He offered a different reason for the attackers’ withdrawal: they had not been frightened off by the powerful English guns, but rather their supply of arrows was spent. The attack itself was a foreboding welcome to Virginia. But if Smith were correct in his assumption that English technology did not simply overawe the Indians, the settlers might be entering a very dangerous situation.

After tending to their wounded and keeping a vigilant eye for further attacks under the cover of darkness, the adventurers’ first order of business was to open their instructions and learn the membership of the first council now that they had landed and Christopher Newport had relinquished his authority. Newport retrieved the box and read the names of those appointed to the council: Bartholomew Gosnold, John Ratcliffe, Edward Wingfield, and himself. John Martin, son of a goldsmith and politician, and George Kendall, a privateer with ties to Sir Edwin Sandys and Lord Salisbury, also joined the council. Most surprising, under the circumstances, was the company’s appointment of the prisoner suspected of mutiny: John Smith. He was, however, not seated, because of the opposition of the other councilors.

The leadership crisis of the venture continued. By failing to seat Smith, the councilors directly disobeyed the orders determined by the Virginia Council in London. If they broke this basic instruction, others might follow. Moreover, as everyone already saw from the
troubles aboard ship, Smith was a self-assured man who would fight for his appointed position on the council and cause trouble until he was seated. Seating Smith, however, presented a danger in that he might seek retribution against his foes on the council, especially after factions formed and divided the leadership of the colony. Few alternatives boded well for the cohesive rule over the colonists in the strange land.

For now, though, there was harmony among the colonists as they explored the area in search of a place to settle that was in accord with the instructions of the Virginia Council. They also assessed the bounty of the land while they sailed around Chesapeake Bay and its rivers. During their exploring, they came into contact with different Indian tribes that were friendlier than the initial confrontation had indicated.

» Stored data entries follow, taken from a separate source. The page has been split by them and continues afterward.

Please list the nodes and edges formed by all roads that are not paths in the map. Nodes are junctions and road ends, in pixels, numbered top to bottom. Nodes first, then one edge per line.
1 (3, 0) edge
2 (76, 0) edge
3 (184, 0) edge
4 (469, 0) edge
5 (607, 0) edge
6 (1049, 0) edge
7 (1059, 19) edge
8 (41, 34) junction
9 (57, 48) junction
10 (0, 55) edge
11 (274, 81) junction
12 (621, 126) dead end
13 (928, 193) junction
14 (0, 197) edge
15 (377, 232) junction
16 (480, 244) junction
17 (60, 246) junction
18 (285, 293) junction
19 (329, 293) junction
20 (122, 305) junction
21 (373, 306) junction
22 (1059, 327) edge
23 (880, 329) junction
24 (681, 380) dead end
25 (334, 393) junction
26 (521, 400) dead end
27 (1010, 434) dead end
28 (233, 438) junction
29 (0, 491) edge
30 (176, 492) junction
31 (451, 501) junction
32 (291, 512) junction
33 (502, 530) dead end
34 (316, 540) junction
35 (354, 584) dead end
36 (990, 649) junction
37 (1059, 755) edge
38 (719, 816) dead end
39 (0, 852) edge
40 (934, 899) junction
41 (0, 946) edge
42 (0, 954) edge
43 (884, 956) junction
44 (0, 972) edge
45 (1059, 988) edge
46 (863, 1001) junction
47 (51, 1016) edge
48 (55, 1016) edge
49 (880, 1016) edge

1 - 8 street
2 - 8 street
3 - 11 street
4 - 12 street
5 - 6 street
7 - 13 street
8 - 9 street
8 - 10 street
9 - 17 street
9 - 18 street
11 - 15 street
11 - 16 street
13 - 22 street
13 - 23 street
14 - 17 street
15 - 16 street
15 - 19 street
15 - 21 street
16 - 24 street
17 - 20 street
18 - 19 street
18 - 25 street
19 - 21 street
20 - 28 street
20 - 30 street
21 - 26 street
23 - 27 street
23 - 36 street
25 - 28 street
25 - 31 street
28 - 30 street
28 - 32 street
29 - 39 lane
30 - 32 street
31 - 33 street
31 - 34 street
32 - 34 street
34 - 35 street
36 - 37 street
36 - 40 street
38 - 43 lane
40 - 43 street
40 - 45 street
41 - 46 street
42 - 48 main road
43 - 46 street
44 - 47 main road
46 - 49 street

The day after the attack, the English launched a shallop, a small open boat, to explore the river system. The shallop crew entered a smaller river and came across a recently deserted plot of land where they found a canoe and some burning brush. In addition, they discovered a “good store of mussels and oysters, which lay on the ground as thick as stones. We opened some, and found in many of them pearls.” While on this march, they saw an “excellent ground full of flowers of diverse kinds and colors, and as goodly trees as I have seen, as cedar, cypress, and other kinds.” They also discovered strawberries “four times bigger and better than ours in England.” Pleased by the bounty of the land, they rowed over to a place they quixotically named Cape Comfort.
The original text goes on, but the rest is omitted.